### DATASET
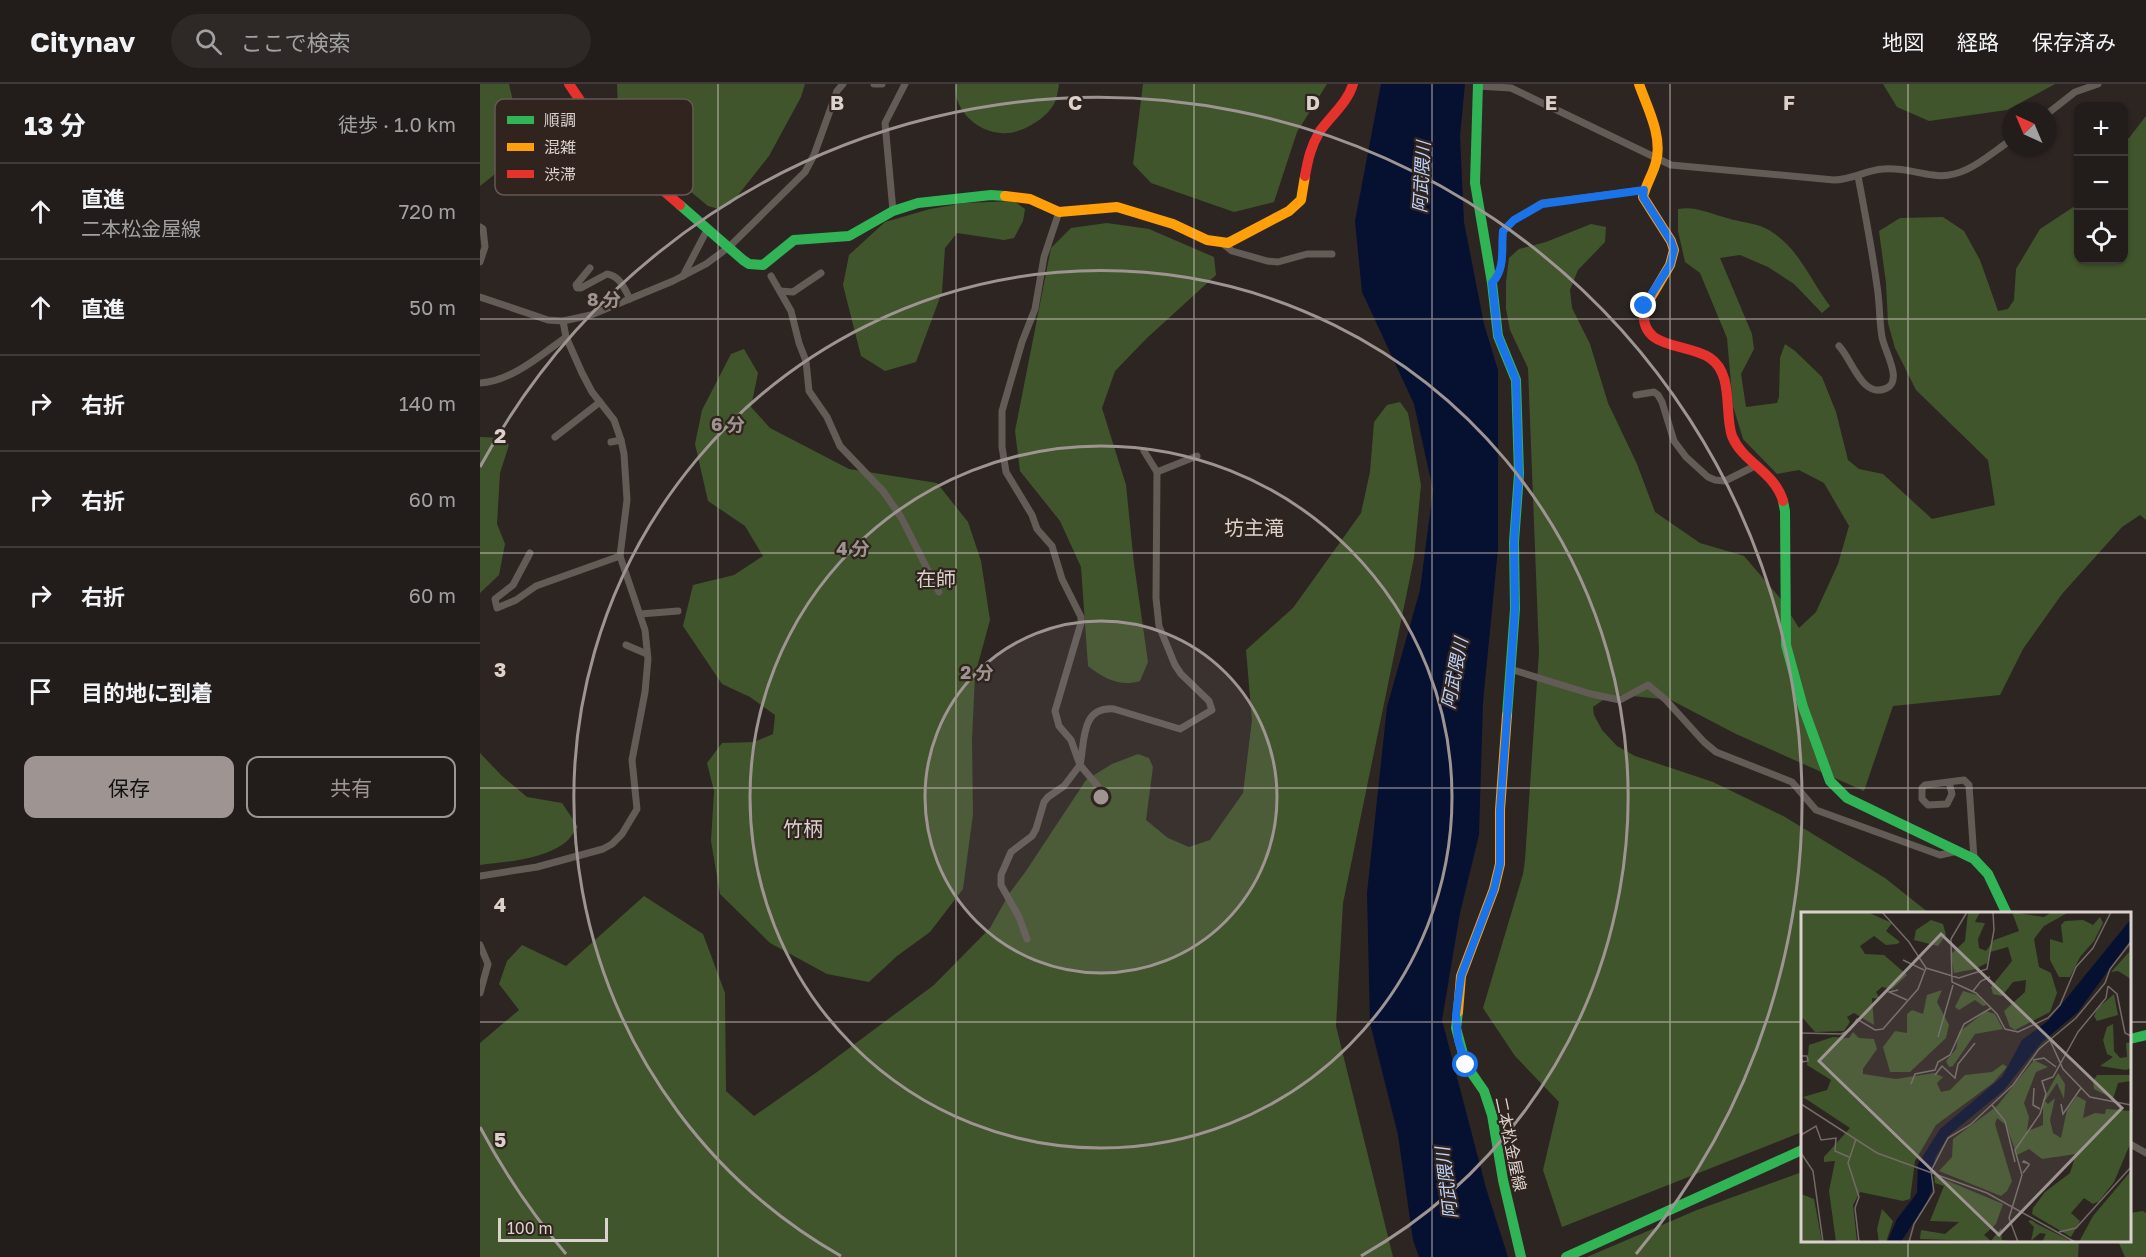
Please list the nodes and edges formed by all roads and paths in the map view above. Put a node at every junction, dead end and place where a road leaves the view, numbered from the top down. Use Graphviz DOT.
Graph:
graph roads {
  1 [pos="569,84"];
  2 [pos="843,84"];
  3 [pos="874,84"];
  4 [pos="882,84"];
  5 [pos="905,84"];
  6 [pos="1353,84"];
  7 [pos="1639,84"];
  8 [pos="2098,84"];
  9 [pos="1477,85"];
  10 [pos="579,99"];
  11 [pos="2056,107"];
  12 [pos="2002,147"];
  13 [pos="1657,159"];
  14 [pos="1858,176"];
  15 [pos="1644,190"];
  16 [pos="667,195"];
  17 [pos="893,211"];
  18 [pos="1059,212"];
  19 [pos="480,227"];
  20 [pos="707,230"];
  21 [pos="1222,243"];
  22 [pos="729,247"];
  23 [pos="1332,254"];
  24 [pos="480,262"];
  25 [pos="590,268"];
  26 [pos="820,273"];
  27 [pos="683,276"];
  28 [pos="771,276"];
  29 [pos="1492,283"];
  30 [pos="780,291"];
  31 [pos="480,297"];
  32 [pos="630,299"];
  33 [pos="563,321"];
  34 [pos="566,337"];
  35 [pos="1839,346"];
  36 [pos="480,383"];
  37 [pos="1636,395"];
  38 [pos="600,402"];
  39 [pos="555,437"];
  40 [pos="621,440"];
  41 [pos="611,442"];
  42 [pos="1144,451"];
  43 [pos="1197,456"];
  44 [pos="1757,465"];
  45 [pos="1157,472"];
  46 [pos="530,553"];
  47 [pos="620,556"];
  48 [pos="939,592"];
  49 [pos="678,611"];
  50 [pos="640,614"];
  51 [pos="626,645"];
  52 [pos="647,654"];
  53 [pos="1510,669"];
  54 [pos="1080,765"];
  55 [pos="1949,782"];
  56 [pos="1101,790"];
  57 [pos="1959,851"];
  58 [pos="1974,859"];
  59 [pos="480,876"];
  60 [pos="2006,912"];
  61 [pos="1027,939"];
  62 [pos="480,945"];
  63 [pos="480,993"];
  64 [pos="2146,1035"];
  65 [pos="2131,1039"];
  66 [pos="2131,1145"];
  67 [pos="1801,1151"];
  68 [pos="2146,1153"];
  69 [pos="1521,1257"];
  70 [pos="1566,1257"];
  1 -- 10 [label="street"];
  2 -- 22 [label="street"];
  3 -- 4 [label="street"];
  5 -- 17 [label="street"];
  6 -- 21 [label="street"];
  7 -- 13 [label="street"];
  8 -- 11 [label="street"];
  9 -- 13 [label="street"];
  9 -- 29 [label="street, 二本松金屋線"];
  12 -- 14 [label="street"];
  13 -- 14 [label="street"];
  13 -- 15 [label="street"];
  14 -- 35 [label="street"];
  15 -- 29 [label="street"];
  15 -- 44 [label="street"];
  16 -- 20 [label="street"];
  17 -- 18 [label="street"];
  17 -- 22 [label="street"];
  18 -- 21 [label="street"];
  18 -- 54 [label="street"];
  19 -- 24 [label="street"];
  20 -- 22 [label="street"];
  20 -- 27 [label="street"];
  21 -- 23 [label="street"];
  22 -- 27 [label="street"];
  25 -- 32 [label="street"];
  26 -- 30 [label="street"];
  27 -- 32 [label="street"];
  28 -- 30 [label="street"];
  29 -- 53 [label="street, 二本松金屋線"];
  30 -- 48 [label="street"];
  31 -- 33 [label="street"];
  32 -- 33 [label="street"];
  33 -- 34 [label="street"];
  34 -- 36 [label="street"];
  34 -- 38 [label="street"];
  37 -- 44 [label="street"];
  38 -- 39 [label="street"];
  38 -- 40 [label="street"];
  40 -- 41 [label="street"];
  40 -- 47 [label="street"];
  42 -- 45 [label="street"];
  43 -- 45 [label="street"];
  44 -- 57 [label="street"];
  45 -- 54 [label="street"];
  46 -- 47 [label="street"];
  47 -- 50 [label="street"];
  49 -- 50 [label="street"];
  50 -- 52 [label="street"];
  51 -- 52 [label="street"];
  52 -- 59 [label="street"];
  53 -- 57 [label="street"];
  53 -- 69 [label="street, 二本松金屋線"];
  54 -- 56 [label="street"];
  54 -- 61 [label="street"];
  55 -- 55 [label="street"];
  55 -- 58 [label="street"];
  57 -- 58 [label="street"];
  58 -- 60 [label="street"];
  62 -- 63 [label="street"];
  64 -- 65 [label="street"];
  66 -- 68 [label="street"];
  67 -- 70 [label="street"];
}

### WHAT IS REQUIRED
Only the pictures stay out; everything else in the listing above must be repeated exactly.

### PROBLEM SOLUTION
Please list the nodes and edges formed by all roads and paths in the map view above. Put a node at every junction, dead end and place where a road leaves the view, numbered from the top down. Use Graphviz DOT.
Graph:
graph roads {
  1 [pos="569,84"];
  2 [pos="843,84"];
  3 [pos="874,84"];
  4 [pos="882,84"];
  5 [pos="905,84"];
  6 [pos="1353,84"];
  7 [pos="1639,84"];
  8 [pos="2098,84"];
  9 [pos="1477,85"];
  10 [pos="579,99"];
  11 [pos="2056,107"];
  12 [pos="2002,147"];
  13 [pos="1657,159"];
  14 [pos="1858,176"];
  15 [pos="1644,190"];
  16 [pos="667,195"];
  17 [pos="893,211"];
  18 [pos="1059,212"];
  19 [pos="480,227"];
  20 [pos="707,230"];
  21 [pos="1222,243"];
  22 [pos="729,247"];
  23 [pos="1332,254"];
  24 [pos="480,262"];
  25 [pos="590,268"];
  26 [pos="820,273"];
  27 [pos="683,276"];
  28 [pos="771,276"];
  29 [pos="1492,283"];
  30 [pos="780,291"];
  31 [pos="480,297"];
  32 [pos="630,299"];
  33 [pos="563,321"];
  34 [pos="566,337"];
  35 [pos="1839,346"];
  36 [pos="480,383"];
  37 [pos="1636,395"];
  38 [pos="600,402"];
  39 [pos="555,437"];
  40 [pos="621,440"];
  41 [pos="611,442"];
  42 [pos="1144,451"];
  43 [pos="1197,456"];
  44 [pos="1757,465"];
  45 [pos="1157,472"];
  46 [pos="530,553"];
  47 [pos="620,556"];
  48 [pos="939,592"];
  49 [pos="678,611"];
  50 [pos="640,614"];
  51 [pos="626,645"];
  52 [pos="647,654"];
  53 [pos="1510,669"];
  54 [pos="1080,765"];
  55 [pos="1949,782"];
  56 [pos="1101,790"];
  57 [pos="1959,851"];
  58 [pos="1974,859"];
  59 [pos="480,876"];
  60 [pos="2006,912"];
  61 [pos="1027,939"];
  62 [pos="480,945"];
  63 [pos="480,993"];
  64 [pos="2146,1035"];
  65 [pos="2131,1039"];
  66 [pos="2131,1145"];
  67 [pos="1801,1151"];
  68 [pos="2146,1153"];
  69 [pos="1521,1257"];
  70 [pos="1566,1257"];
  1 -- 10 [label="street"];
  2 -- 22 [label="street"];
  3 -- 4 [label="street"];
  5 -- 17 [label="street"];
  6 -- 21 [label="street"];
  7 -- 13 [label="street"];
  8 -- 11 [label="street"];
  9 -- 13 [label="street"];
  9 -- 29 [label="street, 二本松金屋線"];
  12 -- 14 [label="street"];
  13 -- 14 [label="street"];
  13 -- 15 [label="street"];
  14 -- 35 [label="street"];
  15 -- 29 [label="street"];
  15 -- 44 [label="street"];
  16 -- 20 [label="street"];
  17 -- 18 [label="street"];
  17 -- 22 [label="street"];
  18 -- 21 [label="street"];
  18 -- 54 [label="street"];
  19 -- 24 [label="street"];
  20 -- 22 [label="street"];
  20 -- 27 [label="street"];
  21 -- 23 [label="street"];
  22 -- 27 [label="street"];
  25 -- 32 [label="street"];
  26 -- 30 [label="street"];
  27 -- 32 [label="street"];
  28 -- 30 [label="street"];
  29 -- 53 [label="street, 二本松金屋線"];
  30 -- 48 [label="street"];
  31 -- 33 [label="street"];
  32 -- 33 [label="street"];
  33 -- 34 [label="street"];
  34 -- 36 [label="street"];
  34 -- 38 [label="street"];
  37 -- 44 [label="street"];
  38 -- 39 [label="street"];
  38 -- 40 [label="street"];
  40 -- 41 [label="street"];
  40 -- 47 [label="street"];
  42 -- 45 [label="street"];
  43 -- 45 [label="street"];
  44 -- 57 [label="street"];
  45 -- 54 [label="street"];
  46 -- 47 [label="street"];
  47 -- 50 [label="street"];
  49 -- 50 [label="street"];
  50 -- 52 [label="street"];
  51 -- 52 [label="street"];
  52 -- 59 [label="street"];
  53 -- 57 [label="street"];
  53 -- 69 [label="street, 二本松金屋線"];
  54 -- 56 [label="street"];
  54 -- 61 [label="street"];
  55 -- 55 [label="street"];
  55 -- 58 [label="street"];
  57 -- 58 [label="street"];
  58 -- 60 [label="street"];
  62 -- 63 [label="street"];
  64 -- 65 [label="street"];
  66 -- 68 [label="street"];
  67 -- 70 [label="street"];
}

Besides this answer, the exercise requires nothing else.